Exercise aim: Restate all entries exactly. Skip the images.

══ Data for this task ══

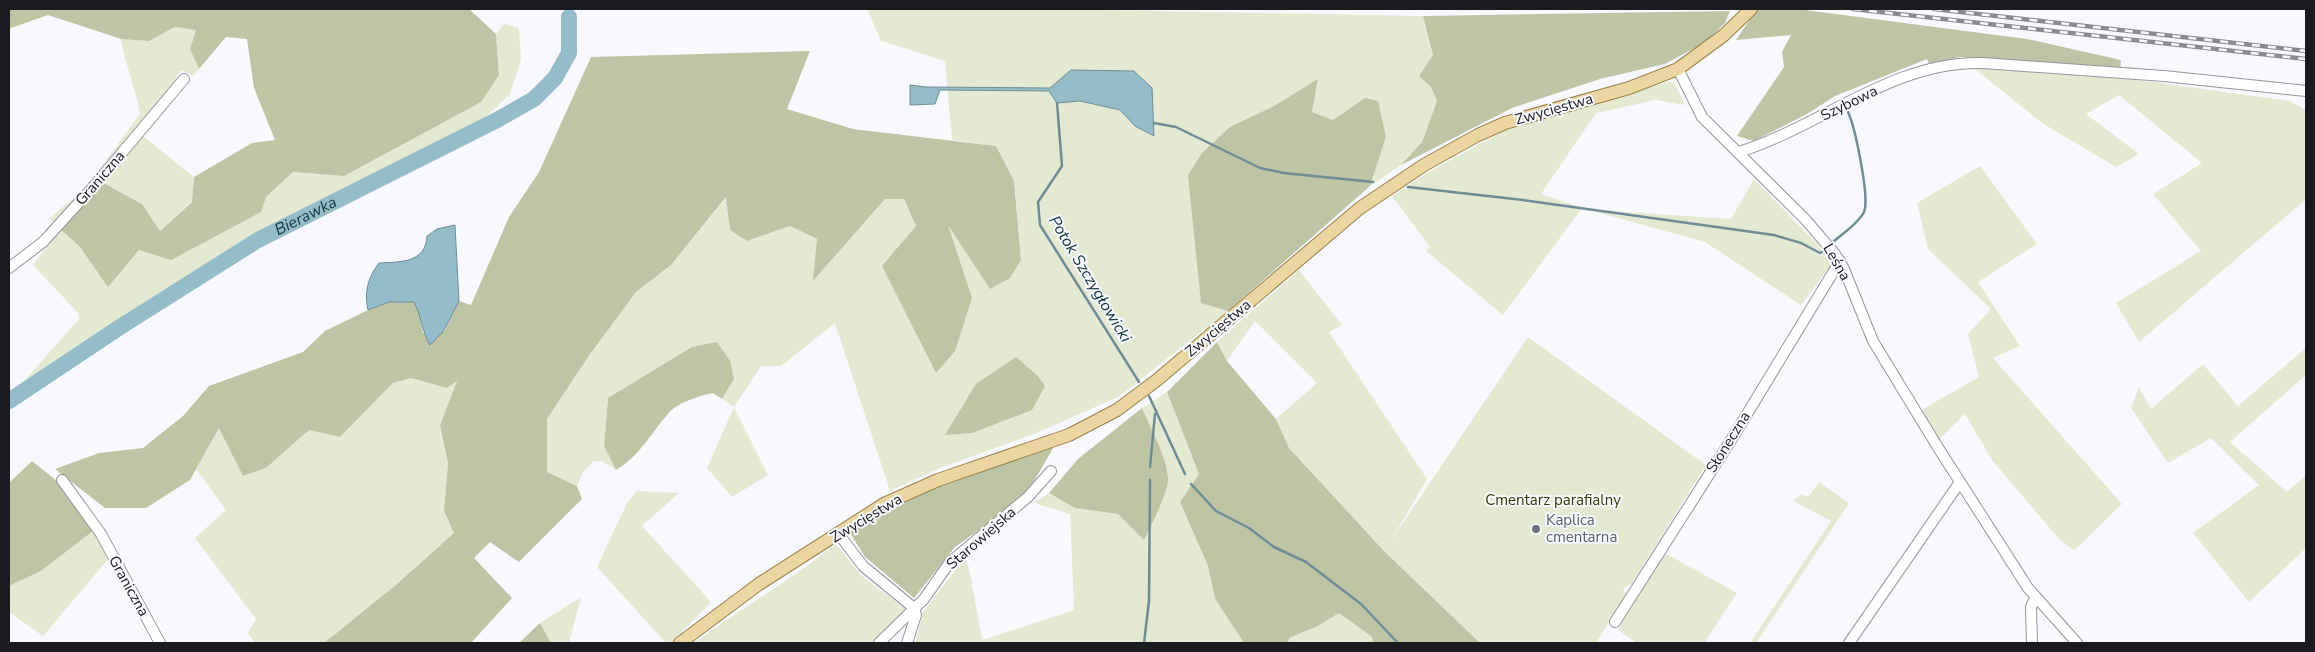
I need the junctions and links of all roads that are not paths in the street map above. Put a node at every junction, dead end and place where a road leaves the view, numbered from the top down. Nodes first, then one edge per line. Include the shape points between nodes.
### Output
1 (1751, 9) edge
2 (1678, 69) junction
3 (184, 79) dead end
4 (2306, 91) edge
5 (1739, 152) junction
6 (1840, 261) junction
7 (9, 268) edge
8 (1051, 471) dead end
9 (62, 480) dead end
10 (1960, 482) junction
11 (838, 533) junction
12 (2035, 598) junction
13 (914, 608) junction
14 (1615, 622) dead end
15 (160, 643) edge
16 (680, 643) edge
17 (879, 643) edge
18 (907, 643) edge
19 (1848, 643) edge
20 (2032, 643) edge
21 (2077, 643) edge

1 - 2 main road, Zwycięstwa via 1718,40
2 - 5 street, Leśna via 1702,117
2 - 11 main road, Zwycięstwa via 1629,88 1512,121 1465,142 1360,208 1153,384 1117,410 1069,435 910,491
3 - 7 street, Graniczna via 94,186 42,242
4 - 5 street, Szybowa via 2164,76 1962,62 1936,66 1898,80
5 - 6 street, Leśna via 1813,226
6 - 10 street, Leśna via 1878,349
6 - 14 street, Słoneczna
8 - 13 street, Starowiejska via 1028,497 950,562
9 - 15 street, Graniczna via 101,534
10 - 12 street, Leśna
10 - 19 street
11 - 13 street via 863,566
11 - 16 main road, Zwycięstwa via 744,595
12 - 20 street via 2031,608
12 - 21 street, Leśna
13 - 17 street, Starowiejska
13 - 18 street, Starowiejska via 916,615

═══

Output:
I need the junctions and links of all roads that are not paths in the street map above. Put a node at every junction, dead end and place where a road leaves the view, numbered from the top down. Nodes first, then one edge per line. Include the shape points between nodes.
### Output
1 (1751, 9) edge
2 (1678, 69) junction
3 (184, 79) dead end
4 (2306, 91) edge
5 (1739, 152) junction
6 (1840, 261) junction
7 (9, 268) edge
8 (1051, 471) dead end
9 (62, 480) dead end
10 (1960, 482) junction
11 (838, 533) junction
12 (2035, 598) junction
13 (914, 608) junction
14 (1615, 622) dead end
15 (160, 643) edge
16 (680, 643) edge
17 (879, 643) edge
18 (907, 643) edge
19 (1848, 643) edge
20 (2032, 643) edge
21 (2077, 643) edge

1 - 2 main road, Zwycięstwa via 1718,40
2 - 5 street, Leśna via 1702,117
2 - 11 main road, Zwycięstwa via 1629,88 1512,121 1465,142 1360,208 1153,384 1117,410 1069,435 910,491
3 - 7 street, Graniczna via 94,186 42,242
4 - 5 street, Szybowa via 2164,76 1962,62 1936,66 1898,80
5 - 6 street, Leśna via 1813,226
6 - 10 street, Leśna via 1878,349
6 - 14 street, Słoneczna
8 - 13 street, Starowiejska via 1028,497 950,562
9 - 15 street, Graniczna via 101,534
10 - 12 street, Leśna
10 - 19 street
11 - 13 street via 863,566
11 - 16 main road, Zwycięstwa via 744,595
12 - 20 street via 2031,608
12 - 21 street, Leśna
13 - 17 street, Starowiejska
13 - 18 street, Starowiejska via 916,615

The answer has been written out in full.